WORK TO COMPLETE: Look for "other" in the material below and show each line that contains it.
++++
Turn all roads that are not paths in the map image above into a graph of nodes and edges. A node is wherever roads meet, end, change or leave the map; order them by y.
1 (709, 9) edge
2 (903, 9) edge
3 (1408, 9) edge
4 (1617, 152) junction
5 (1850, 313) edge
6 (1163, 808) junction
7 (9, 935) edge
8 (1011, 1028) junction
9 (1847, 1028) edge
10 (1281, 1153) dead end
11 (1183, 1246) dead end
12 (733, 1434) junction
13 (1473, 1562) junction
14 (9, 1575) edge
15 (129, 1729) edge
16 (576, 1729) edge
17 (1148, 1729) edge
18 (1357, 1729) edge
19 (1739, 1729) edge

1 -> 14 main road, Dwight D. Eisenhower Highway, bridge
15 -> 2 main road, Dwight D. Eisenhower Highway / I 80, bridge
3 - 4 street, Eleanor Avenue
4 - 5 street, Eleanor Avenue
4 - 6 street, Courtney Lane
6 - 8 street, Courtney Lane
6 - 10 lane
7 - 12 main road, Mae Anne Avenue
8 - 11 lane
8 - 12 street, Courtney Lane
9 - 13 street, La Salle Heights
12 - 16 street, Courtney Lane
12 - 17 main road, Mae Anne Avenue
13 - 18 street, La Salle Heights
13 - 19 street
++++
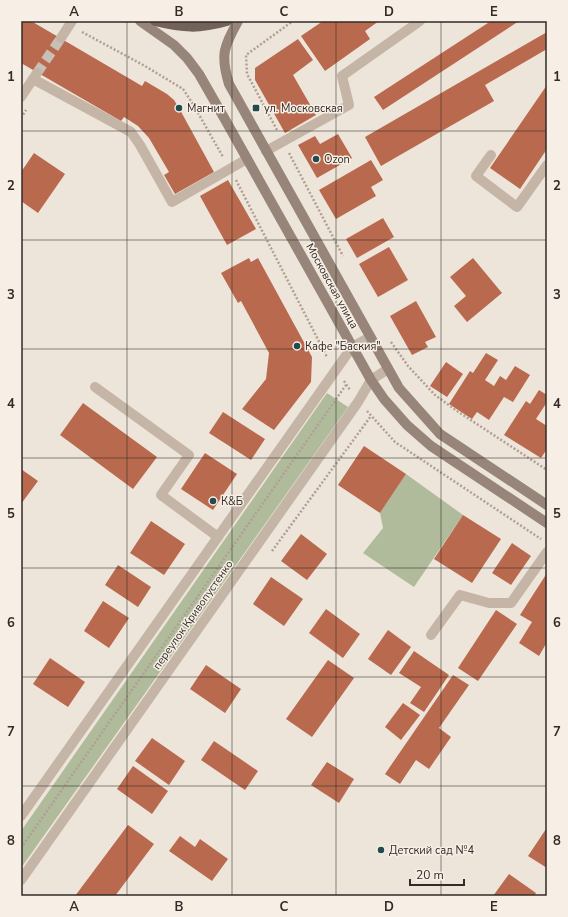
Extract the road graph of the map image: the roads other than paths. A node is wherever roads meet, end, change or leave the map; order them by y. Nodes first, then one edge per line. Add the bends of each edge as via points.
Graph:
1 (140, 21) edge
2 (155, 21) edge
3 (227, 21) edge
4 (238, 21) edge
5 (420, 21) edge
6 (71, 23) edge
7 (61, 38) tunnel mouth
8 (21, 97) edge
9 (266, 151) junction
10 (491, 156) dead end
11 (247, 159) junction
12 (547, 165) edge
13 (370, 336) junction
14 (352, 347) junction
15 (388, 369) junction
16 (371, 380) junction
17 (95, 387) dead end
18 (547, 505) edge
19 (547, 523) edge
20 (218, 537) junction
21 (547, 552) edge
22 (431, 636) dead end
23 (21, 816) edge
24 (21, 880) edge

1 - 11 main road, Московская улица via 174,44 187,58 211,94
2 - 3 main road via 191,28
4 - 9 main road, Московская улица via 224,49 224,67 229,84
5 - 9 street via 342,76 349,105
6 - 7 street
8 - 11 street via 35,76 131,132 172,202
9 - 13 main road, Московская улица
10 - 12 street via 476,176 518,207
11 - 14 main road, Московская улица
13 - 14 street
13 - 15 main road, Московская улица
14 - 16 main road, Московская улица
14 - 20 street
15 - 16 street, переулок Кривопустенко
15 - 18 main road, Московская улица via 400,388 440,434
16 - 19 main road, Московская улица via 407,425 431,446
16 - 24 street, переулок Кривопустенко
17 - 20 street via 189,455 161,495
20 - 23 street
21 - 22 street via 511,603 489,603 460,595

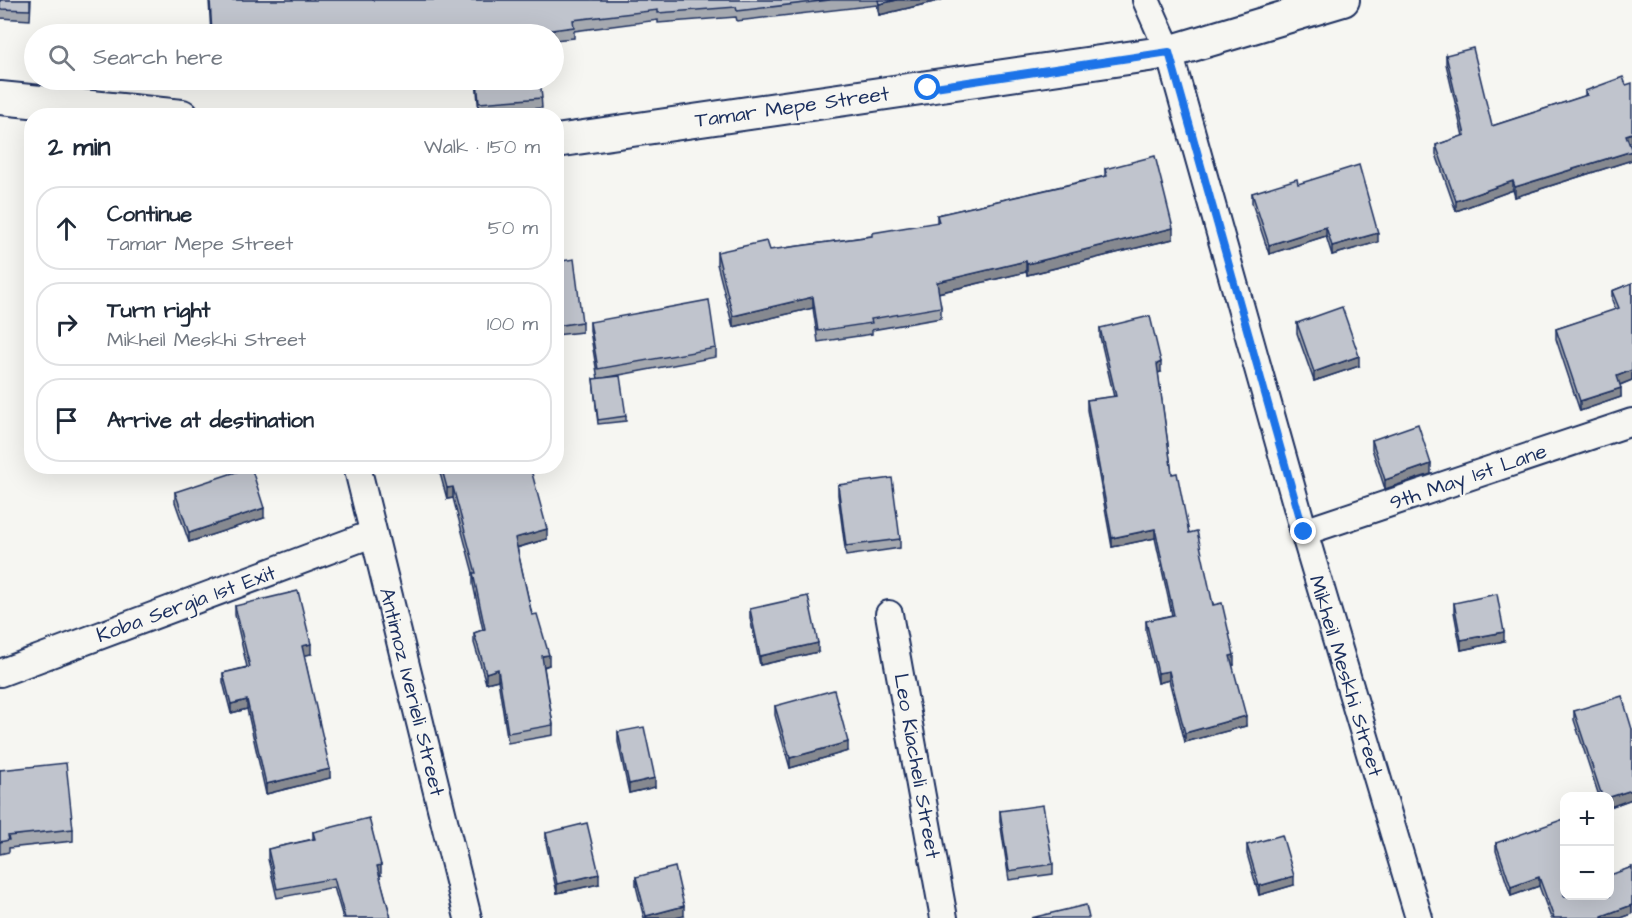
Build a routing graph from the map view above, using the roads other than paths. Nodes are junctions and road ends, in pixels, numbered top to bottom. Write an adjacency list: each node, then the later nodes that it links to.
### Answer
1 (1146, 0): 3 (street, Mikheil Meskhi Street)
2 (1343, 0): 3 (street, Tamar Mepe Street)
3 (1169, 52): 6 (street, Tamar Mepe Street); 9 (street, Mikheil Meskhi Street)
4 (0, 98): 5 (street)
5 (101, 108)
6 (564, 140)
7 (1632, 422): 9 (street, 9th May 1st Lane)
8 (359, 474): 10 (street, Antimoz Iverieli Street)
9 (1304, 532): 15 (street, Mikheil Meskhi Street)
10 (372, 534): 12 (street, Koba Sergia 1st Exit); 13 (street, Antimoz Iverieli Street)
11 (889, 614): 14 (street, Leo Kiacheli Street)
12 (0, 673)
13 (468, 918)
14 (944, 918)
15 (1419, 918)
++++
WRITTEN SOLUTION:
Extract the road graph of the map image: the roads other than paths. A node is wherever roads meet, end, change or leave the map; order them by y. Nodes first, then one edge per line. Add the bends of each edge as via points.
Build a routing graph from the map view above, using the roads other than paths. Nodes are junctions and road ends, in pixels, numbered top to bottom. Write an adjacency list: each node, then the later nodes that it links to.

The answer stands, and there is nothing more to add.